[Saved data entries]
........
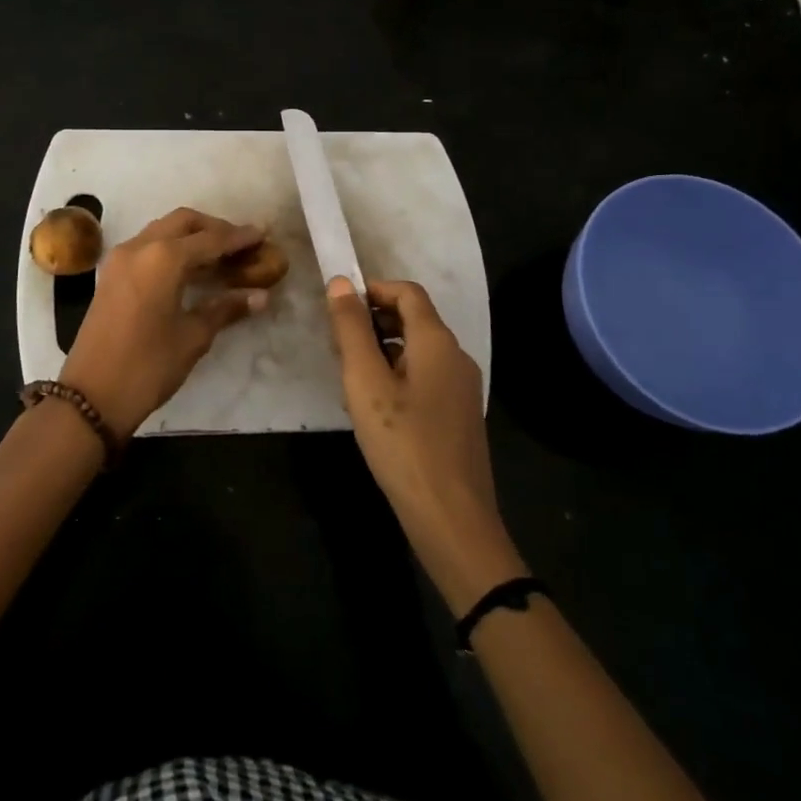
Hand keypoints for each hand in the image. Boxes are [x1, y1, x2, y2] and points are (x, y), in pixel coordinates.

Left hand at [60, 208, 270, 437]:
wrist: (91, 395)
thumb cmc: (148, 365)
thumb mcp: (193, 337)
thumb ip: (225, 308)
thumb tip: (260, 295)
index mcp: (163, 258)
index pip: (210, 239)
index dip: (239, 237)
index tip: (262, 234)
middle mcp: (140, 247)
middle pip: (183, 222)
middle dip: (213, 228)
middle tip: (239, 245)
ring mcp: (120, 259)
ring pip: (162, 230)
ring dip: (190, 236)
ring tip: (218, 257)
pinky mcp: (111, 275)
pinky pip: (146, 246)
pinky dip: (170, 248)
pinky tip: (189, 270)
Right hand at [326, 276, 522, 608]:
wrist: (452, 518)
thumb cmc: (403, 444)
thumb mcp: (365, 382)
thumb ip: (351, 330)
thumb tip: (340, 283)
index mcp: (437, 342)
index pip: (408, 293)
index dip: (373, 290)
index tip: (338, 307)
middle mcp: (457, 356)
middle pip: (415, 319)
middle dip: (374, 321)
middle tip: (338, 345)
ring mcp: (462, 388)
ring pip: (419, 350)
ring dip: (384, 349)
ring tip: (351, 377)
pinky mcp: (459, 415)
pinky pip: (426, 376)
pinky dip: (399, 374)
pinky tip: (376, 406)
........
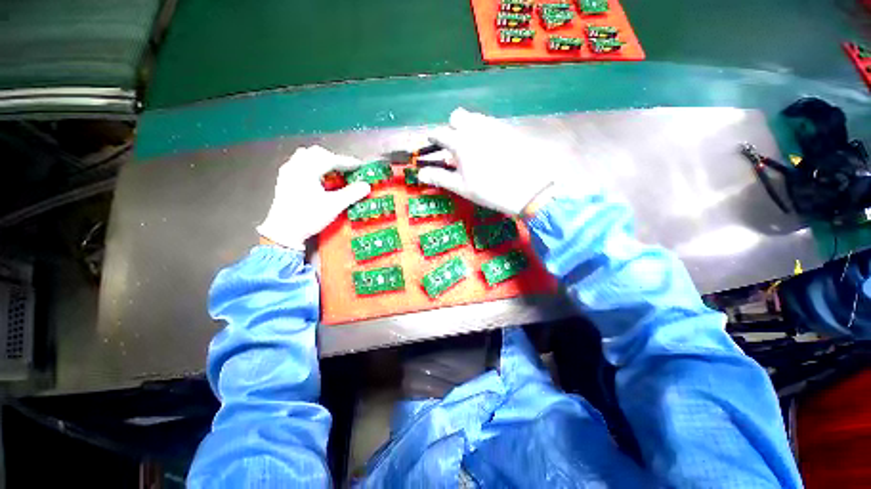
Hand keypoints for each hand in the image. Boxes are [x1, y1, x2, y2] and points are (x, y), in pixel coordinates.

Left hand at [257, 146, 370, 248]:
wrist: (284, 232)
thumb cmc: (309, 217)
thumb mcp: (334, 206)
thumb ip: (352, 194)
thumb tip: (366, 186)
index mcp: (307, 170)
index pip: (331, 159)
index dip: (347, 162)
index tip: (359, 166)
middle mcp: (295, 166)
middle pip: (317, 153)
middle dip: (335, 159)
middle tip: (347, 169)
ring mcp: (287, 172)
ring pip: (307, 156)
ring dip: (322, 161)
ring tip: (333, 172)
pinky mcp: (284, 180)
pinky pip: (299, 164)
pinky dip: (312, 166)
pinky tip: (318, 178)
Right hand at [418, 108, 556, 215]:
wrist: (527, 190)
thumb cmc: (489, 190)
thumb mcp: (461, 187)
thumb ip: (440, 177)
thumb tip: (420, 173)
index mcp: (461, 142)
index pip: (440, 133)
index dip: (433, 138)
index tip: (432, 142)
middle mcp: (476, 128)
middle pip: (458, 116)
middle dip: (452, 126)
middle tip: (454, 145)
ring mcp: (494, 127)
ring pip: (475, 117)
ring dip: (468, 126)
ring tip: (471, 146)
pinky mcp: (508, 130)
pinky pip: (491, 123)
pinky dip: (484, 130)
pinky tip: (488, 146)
........
REQUIREMENT
In the entries above, find the line holding "index mcp: (437, 342)" and the line holding "pinky tip: (376, 406)"; print both of them and every line between, exactly, and nothing else.

THE ANSWER
index mcp: (437, 342)
index pip: (408, 293)
index dip: (373, 290)
index tip: (338, 307)
middle mcp: (457, 356)
middle pip: (415, 319)
middle dip: (374, 321)
middle tip: (338, 345)
ring mcp: (462, 388)
ring pip: (419, 350)
ring dip: (384, 349)
ring tip: (351, 377)
pinky mcp: (459, 415)
pinky pip: (426, 376)
pinky dip: (399, 374)
pinky tip: (376, 406)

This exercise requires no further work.